▸ DATA LISTING
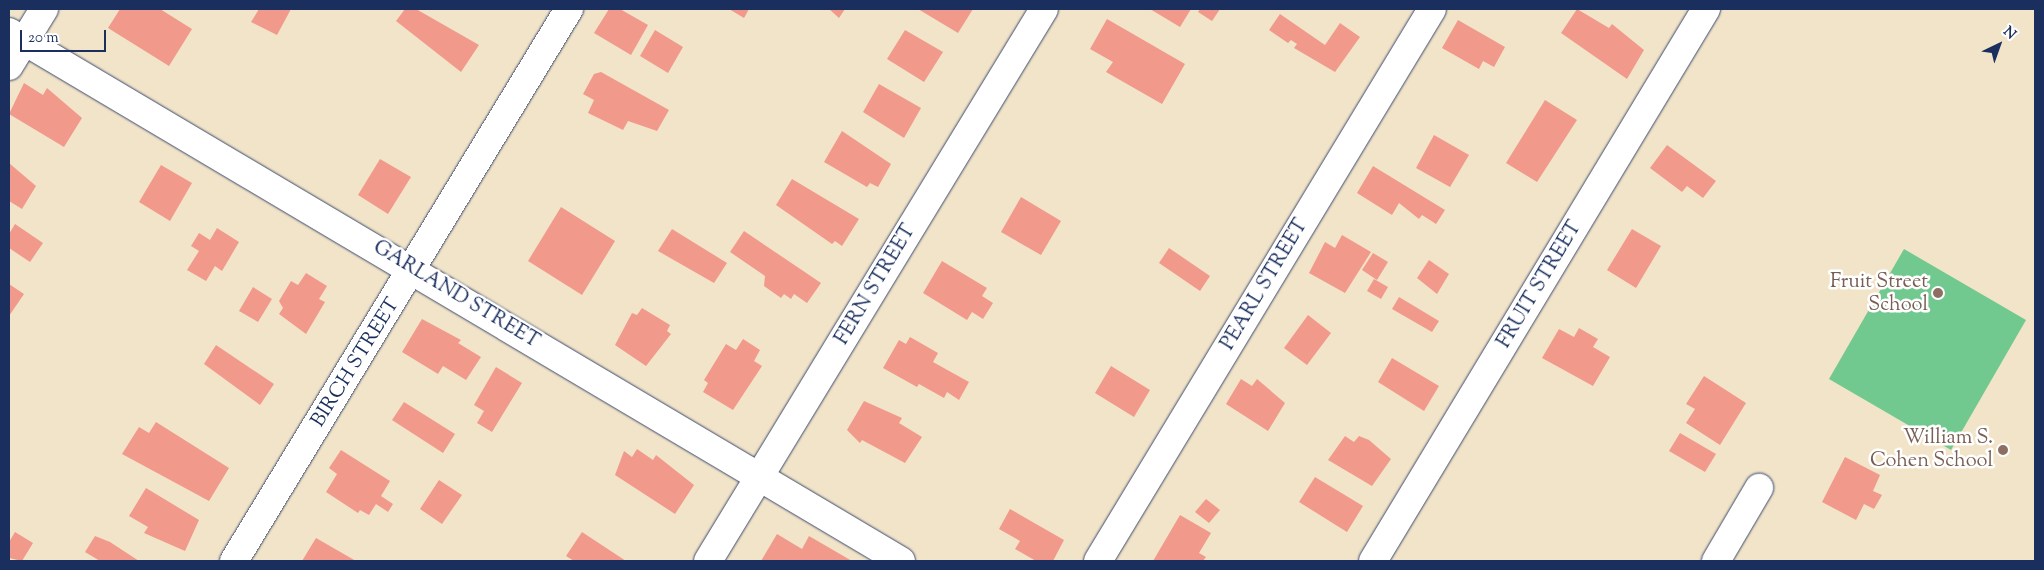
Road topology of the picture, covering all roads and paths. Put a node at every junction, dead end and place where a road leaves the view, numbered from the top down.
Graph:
1 (44, 9) edge
2 (569, 9) edge
3 (1044, 9) edge
4 (1432, 9) edge
5 (1706, 9) edge
6 (17, 37) edge
7 (9, 66) edge
8 (414, 270) junction
9 (761, 475) junction
10 (1759, 488) dead end
11 (234, 561) edge
12 (708, 561) edge
13 (901, 561) edge
14 (1098, 561) edge
15 (1374, 561) edge
16 (1716, 561) edge

1 - 6 street
2 - 8 street, BIRCH STREET
3 - 9 street, FERN STREET
4 - 14 street, PEARL STREET
5 - 15 street, FRUIT STREET
6 - 7 street
6 - 8 street, GARLAND STREET
8 - 9 street, GARLAND STREET
8 - 11 street, BIRCH STREET
9 - 12 street, FERN STREET
9 - 13 street, GARLAND STREET
10 - 16 street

▸ TASK
Return the entries unchanged, save for the pictures, which do not belong in the copy.

▸ SOLUTION
Road topology of the picture, covering all roads and paths. Put a node at every junction, dead end and place where a road leaves the view, numbered from the top down.
Graph:
1 (44, 9) edge
2 (569, 9) edge
3 (1044, 9) edge
4 (1432, 9) edge
5 (1706, 9) edge
6 (17, 37) edge
7 (9, 66) edge
8 (414, 270) junction
9 (761, 475) junction
10 (1759, 488) dead end
11 (234, 561) edge
12 (708, 561) edge
13 (901, 561) edge
14 (1098, 561) edge
15 (1374, 561) edge
16 (1716, 561) edge

1 - 6 street
2 - 8 street, BIRCH STREET
3 - 9 street, FERN STREET
4 - 14 street, PEARL STREET
5 - 15 street, FRUIT STREET
6 - 7 street
6 - 8 street, GARLAND STREET
8 - 9 street, GARLAND STREET
8 - 11 street, BIRCH STREET
9 - 12 street, FERN STREET
9 - 13 street, GARLAND STREET
10 - 16 street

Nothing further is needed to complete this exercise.